- [Task brief] Every record that follows is to be copied exactly, with the pictures omitted.

Records from a data collection
Start of Block

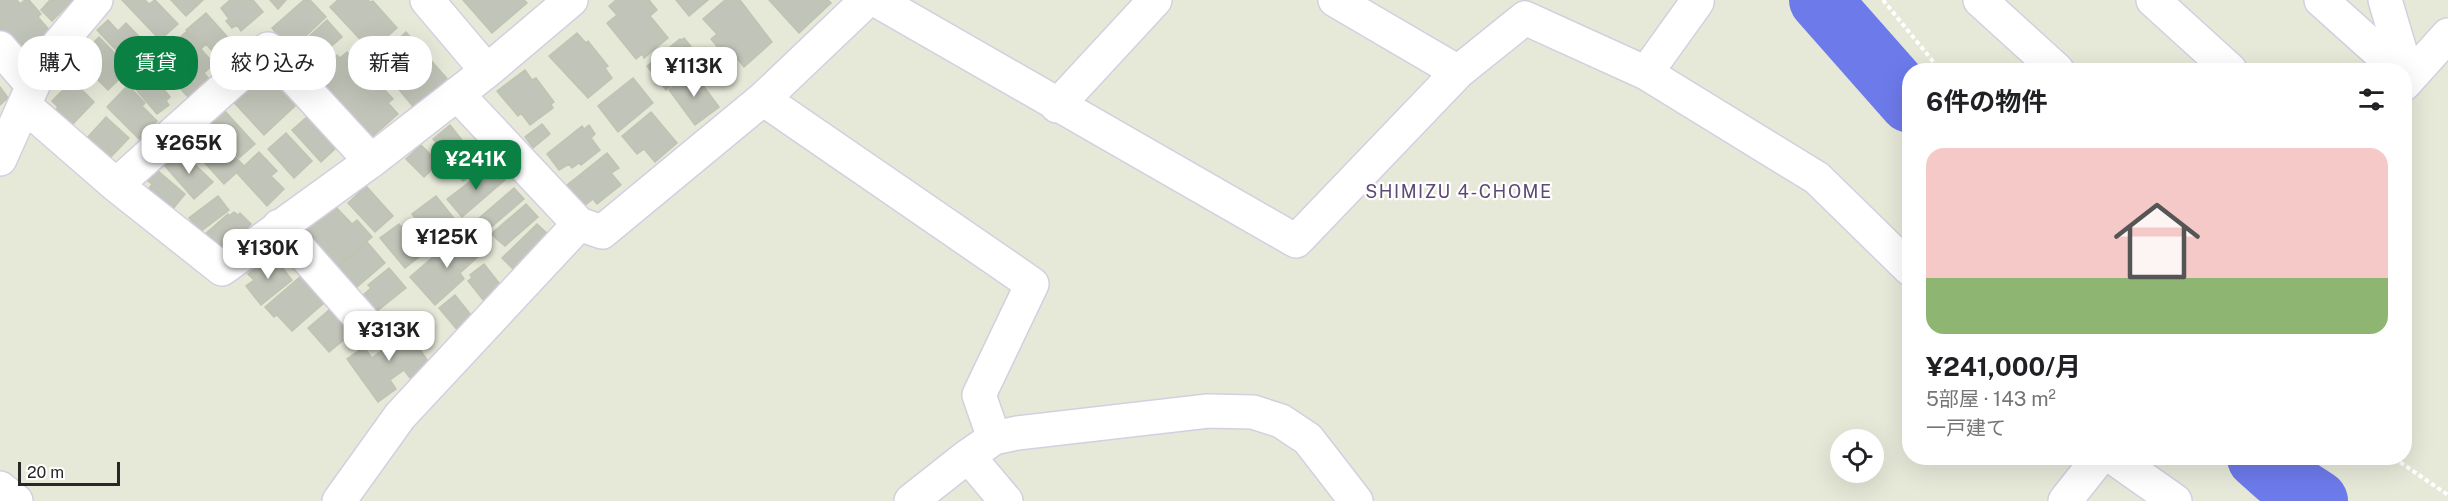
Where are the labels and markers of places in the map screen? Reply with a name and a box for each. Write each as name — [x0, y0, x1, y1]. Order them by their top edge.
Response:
pin: ¥113K — [652, 47, 736, 98]
pin: ¥265K — [147, 124, 231, 175]
pin: ¥241K — [434, 140, 518, 191]
pin: ¥125K — [405, 218, 489, 269]
pin: ¥130K — [226, 229, 310, 280]
pin: ¥313K — [347, 311, 431, 362]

End of Block

- [Finished task]
Where are the labels and markers of places in the map screen? Reply with a name and a box for each. Write each as name — [x0, y0, x1, y1]. Order them by their top edge.
Response:
pin: ¥113K — [652, 47, 736, 98]
pin: ¥265K — [147, 124, 231, 175]
pin: ¥241K — [434, 140, 518, 191]
pin: ¥125K — [405, 218, 489, 269]
pin: ¥130K — [226, 229, 310, 280]
pin: ¥313K — [347, 311, 431, 362]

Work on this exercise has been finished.